What They Look Like: Tiny Tooth-Colored Bumps
Attachments are small, typically a few millimeters in each dimension, and shaped to match the specific movement needed at that tooth. Some are rectangular, some are beveled, some are triangular. They are placed on the visible surface of the tooth, which means they are potentially visible when you smile.
In practice, most patients with attachments find them far less conspicuous than expected. The composite resin is matched to tooth color, and at normal conversational distance, attachments are subtle. They become more noticeable when the aligners are out, but most Invisalign patients spend the majority of their time with aligners in, at which point the attachments are largely obscured by the plastic.
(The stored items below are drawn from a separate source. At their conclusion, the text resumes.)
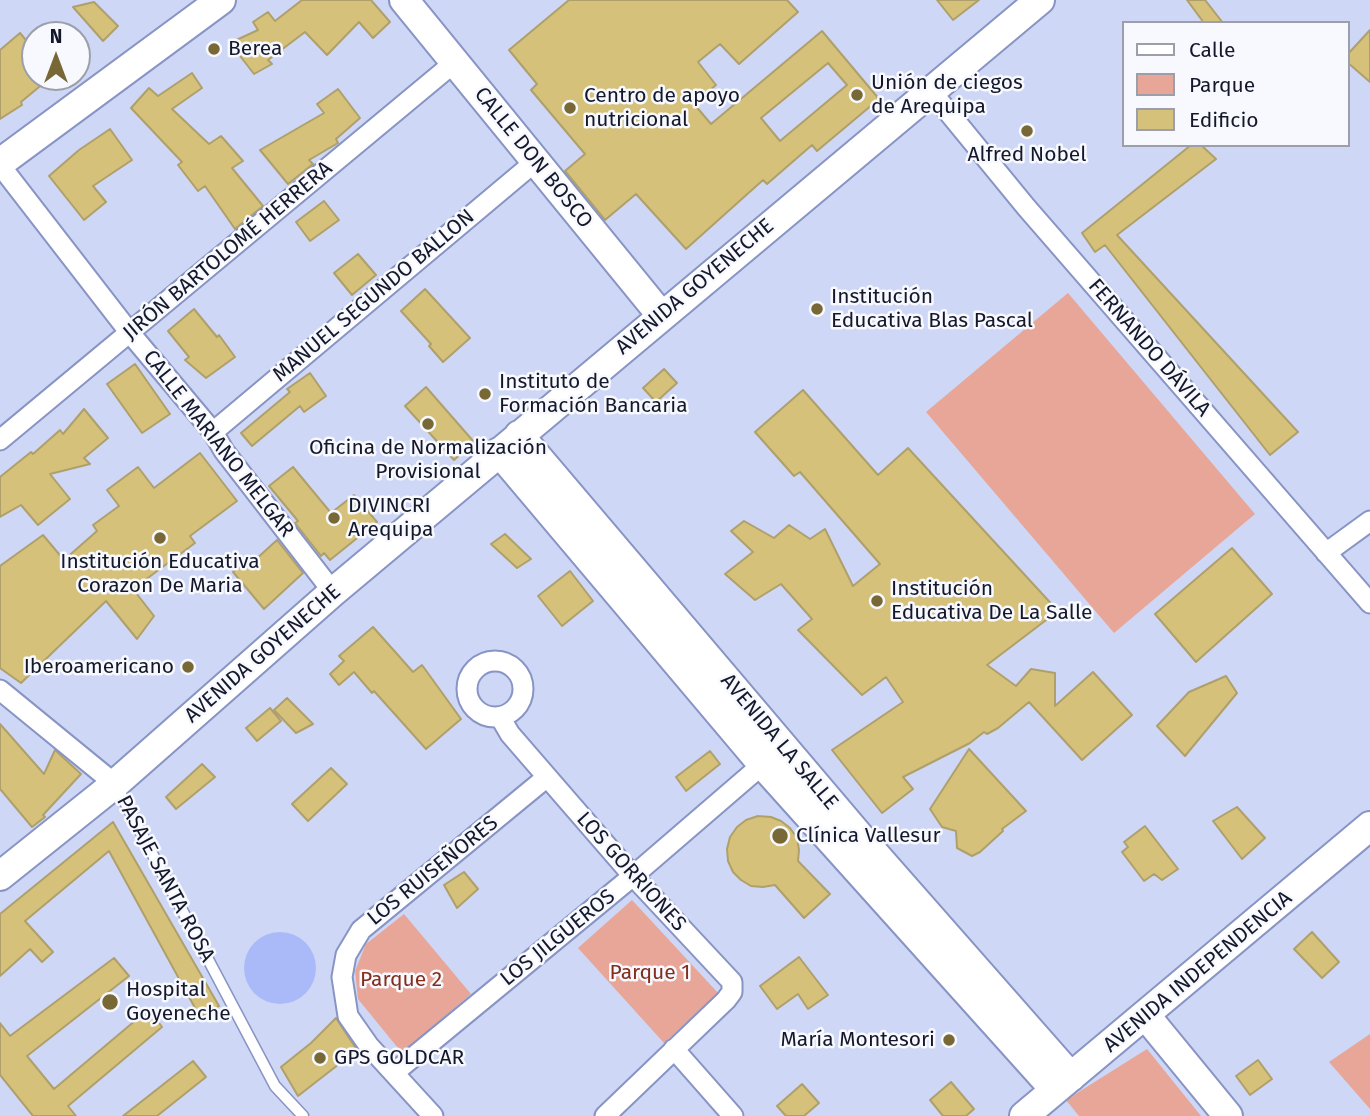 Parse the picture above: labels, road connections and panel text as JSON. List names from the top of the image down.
{
  "streets": {
    "main road": [
      "CALLE DON BOSCO",
      "AVENIDA GOYENECHE",
      "AVENIDA LA SALLE",
      "AVENIDA INDEPENDENCIA"
    ],
    "street": [
      "JIRÓN BARTOLOMÉ HERRERA",
      "MANUEL SEGUNDO BALLON",
      "FERNANDO DÁVILA",
      "CALLE MARIANO MELGAR",
      "LOS RUISEÑORES",
      "LOS GORRIONES",
      "LOS JILGUEROS"
    ],
    "lane": ["PASAJE SANTA ROSA"]
  },
  "crossings": [
    ["CALLE DON BOSCO", "JIRÓN BARTOLOMÉ HERRERA"],
    ["CALLE DON BOSCO", "AVENIDA GOYENECHE"],
    ["CALLE DON BOSCO", "MANUEL SEGUNDO BALLON"],
    ["JIRÓN BARTOLOMÉ HERRERA", "CALLE MARIANO MELGAR"],
    ["AVENIDA GOYENECHE", "FERNANDO DÁVILA"],
    ["AVENIDA GOYENECHE", "CALLE MARIANO MELGAR"],
    ["AVENIDA GOYENECHE", "AVENIDA LA SALLE"],
    ["AVENIDA GOYENECHE", "PASAJE SANTA ROSA"],
    ["MANUEL SEGUNDO BALLON", "CALLE MARIANO MELGAR"],
    ["AVENIDA LA SALLE", "LOS JILGUEROS"],
    ["AVENIDA LA SALLE", "AVENIDA INDEPENDENCIA"],
    ["LOS RUISEÑORES", "LOS GORRIONES"],
    ["LOS RUISEÑORES", "LOS JILGUEROS"],
    ["LOS GORRIONES", "LOS JILGUEROS"]
  ],
  "parks": ["Parque 1", "Parque 2"],
  "places": [
    "Berea",
    "Unión de ciegos de Arequipa",
    "Centro de apoyo nutricional",
    "Alfred Nobel",
    "Institución Educativa Blas Pascal",
    "Instituto de Formación Bancaria",
    "Oficina de Normalización Provisional",
    "DIVINCRI Arequipa",
    "Institución Educativa Corazon De Maria",
    "Institución Educativa De La Salle",
    "Iberoamericano",
    "Clínica Vallesur",
    "Hospital Goyeneche",
    "María Montesori",
    "GPS GOLDCAR"
  ],
  "legend": ["Calle", "Parque", "Edificio"],
  "north": "top"
}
What They’re Made Of: Composite Resin
Invisalign attachments are made from composite resin, the same material used for tooth-colored dental fillings. The material bonds to the enamel surface, is polished smooth, and is completely safe for long-term use. It causes no damage to the enamel itself, and when attachments are removed at the end of treatment, the surface underneath is restored through a gentle polishing process that leaves the tooth looking exactly as it did before.
What Are Invisalign Buttons (and How They’re Different From Attachments)
Buttons are sometimes confused with attachments, but they serve a distinct purpose. While attachments are composite shapes bonded to the tooth to give the aligner a better grip, buttons are small metal or tooth-colored fixtures bonded to specific teeth to serve as anchor points for rubber bands, also called elastics.
Rubber bands used with buttons apply cross-arch force, meaning force that works between the upper and lower jaws, to correct overbites, underbites, and certain bite asymmetries. This is a movement that aligners alone, even with attachments, cannot produce. The button is the anchor the elastic hooks onto, creating the necessary inter-arch tension.
Patients who need buttons typically wear small elastics from a button on an upper tooth to a button or hook on a lower tooth, usually for much of each day. Your orthodontist will demonstrate exactly how to place and remove them, and you will be given a supply of elastics to replace them as needed throughout treatment.
Why You May Need Attachments or Buttons
The decision about which teeth get attachments, what shape those attachments are, and where buttons are placed is made during the Invisalign treatment planning process. It reflects the specific movements your orthodontist has mapped out to achieve your final result. Attachments are not placed randomly; each one is positioned purposefully to support a specific tooth movement.
Rotations, Tipping, and Vertical Movement
Rotational movements, turning a tooth to face the correct direction along its long axis, are among the most mechanically demanding movements in orthodontics. A smooth aligner surface has difficulty producing the precise couple of forces needed to rotate a tooth predictably. An attachment changes that: its shape creates a geometric surface the aligner presses against at the right angle to generate rotational force.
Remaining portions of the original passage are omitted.